Every entry must be repeated exactly in the answer.

Data for this exercise
--*--

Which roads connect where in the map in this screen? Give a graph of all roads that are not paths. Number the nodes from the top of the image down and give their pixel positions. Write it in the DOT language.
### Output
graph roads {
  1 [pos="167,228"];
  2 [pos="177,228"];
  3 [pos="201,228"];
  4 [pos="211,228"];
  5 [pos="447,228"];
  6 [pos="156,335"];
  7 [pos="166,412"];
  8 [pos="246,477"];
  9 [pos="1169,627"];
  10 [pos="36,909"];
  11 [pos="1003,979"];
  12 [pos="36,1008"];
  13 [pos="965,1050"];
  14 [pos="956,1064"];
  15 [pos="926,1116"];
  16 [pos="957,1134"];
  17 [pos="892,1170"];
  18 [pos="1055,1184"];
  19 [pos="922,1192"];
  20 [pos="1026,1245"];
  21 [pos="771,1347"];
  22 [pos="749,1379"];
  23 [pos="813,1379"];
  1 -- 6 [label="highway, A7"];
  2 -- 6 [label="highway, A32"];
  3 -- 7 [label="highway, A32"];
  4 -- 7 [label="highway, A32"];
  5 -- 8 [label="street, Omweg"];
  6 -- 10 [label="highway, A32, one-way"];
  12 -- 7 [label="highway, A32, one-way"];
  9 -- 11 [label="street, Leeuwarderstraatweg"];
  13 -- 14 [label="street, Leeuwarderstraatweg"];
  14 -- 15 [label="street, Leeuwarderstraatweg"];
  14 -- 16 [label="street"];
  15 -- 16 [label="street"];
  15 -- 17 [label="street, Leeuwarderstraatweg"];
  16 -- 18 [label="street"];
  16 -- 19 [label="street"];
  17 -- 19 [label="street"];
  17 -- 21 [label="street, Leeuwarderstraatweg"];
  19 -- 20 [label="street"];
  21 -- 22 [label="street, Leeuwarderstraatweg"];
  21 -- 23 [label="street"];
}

--*--

Answer box
Which roads connect where in the map in this screen? Give a graph of all roads that are not paths. Number the nodes from the top of the image down and give their pixel positions. Write it in the DOT language.
### Output
graph roads {
  1 [pos="167,228"];
  2 [pos="177,228"];
  3 [pos="201,228"];
  4 [pos="211,228"];
  5 [pos="447,228"];
  6 [pos="156,335"];
  7 [pos="166,412"];
  8 [pos="246,477"];
  9 [pos="1169,627"];
  10 [pos="36,909"];
  11 [pos="1003,979"];
  12 [pos="36,1008"];
  13 [pos="965,1050"];
  14 [pos="956,1064"];
  15 [pos="926,1116"];
  16 [pos="957,1134"];
  17 [pos="892,1170"];
  18 [pos="1055,1184"];
  19 [pos="922,1192"];
  20 [pos="1026,1245"];
  21 [pos="771,1347"];
  22 [pos="749,1379"];
  23 [pos="813,1379"];
  1 -- 6 [label="highway, A7"];
  2 -- 6 [label="highway, A32"];
  3 -- 7 [label="highway, A32"];
  4 -- 7 [label="highway, A32"];
  5 -- 8 [label="street, Omweg"];
  6 -- 10 [label="highway, A32, one-way"];
  12 -- 7 [label="highway, A32, one-way"];
  9 -- 11 [label="street, Leeuwarderstraatweg"];
  13 -- 14 [label="street, Leeuwarderstraatweg"];
  14 -- 15 [label="street, Leeuwarderstraatweg"];
  14 -- 16 [label="street"];
  15 -- 16 [label="street"];
  15 -- 17 [label="street, Leeuwarderstraatweg"];
  16 -- 18 [label="street"];
  16 -- 19 [label="street"];
  17 -- 19 [label="street"];
  17 -- 21 [label="street, Leeuwarderstraatweg"];
  19 -- 20 [label="street"];
  21 -- 22 [label="street, Leeuwarderstraatweg"];
  21 -- 23 [label="street"];
}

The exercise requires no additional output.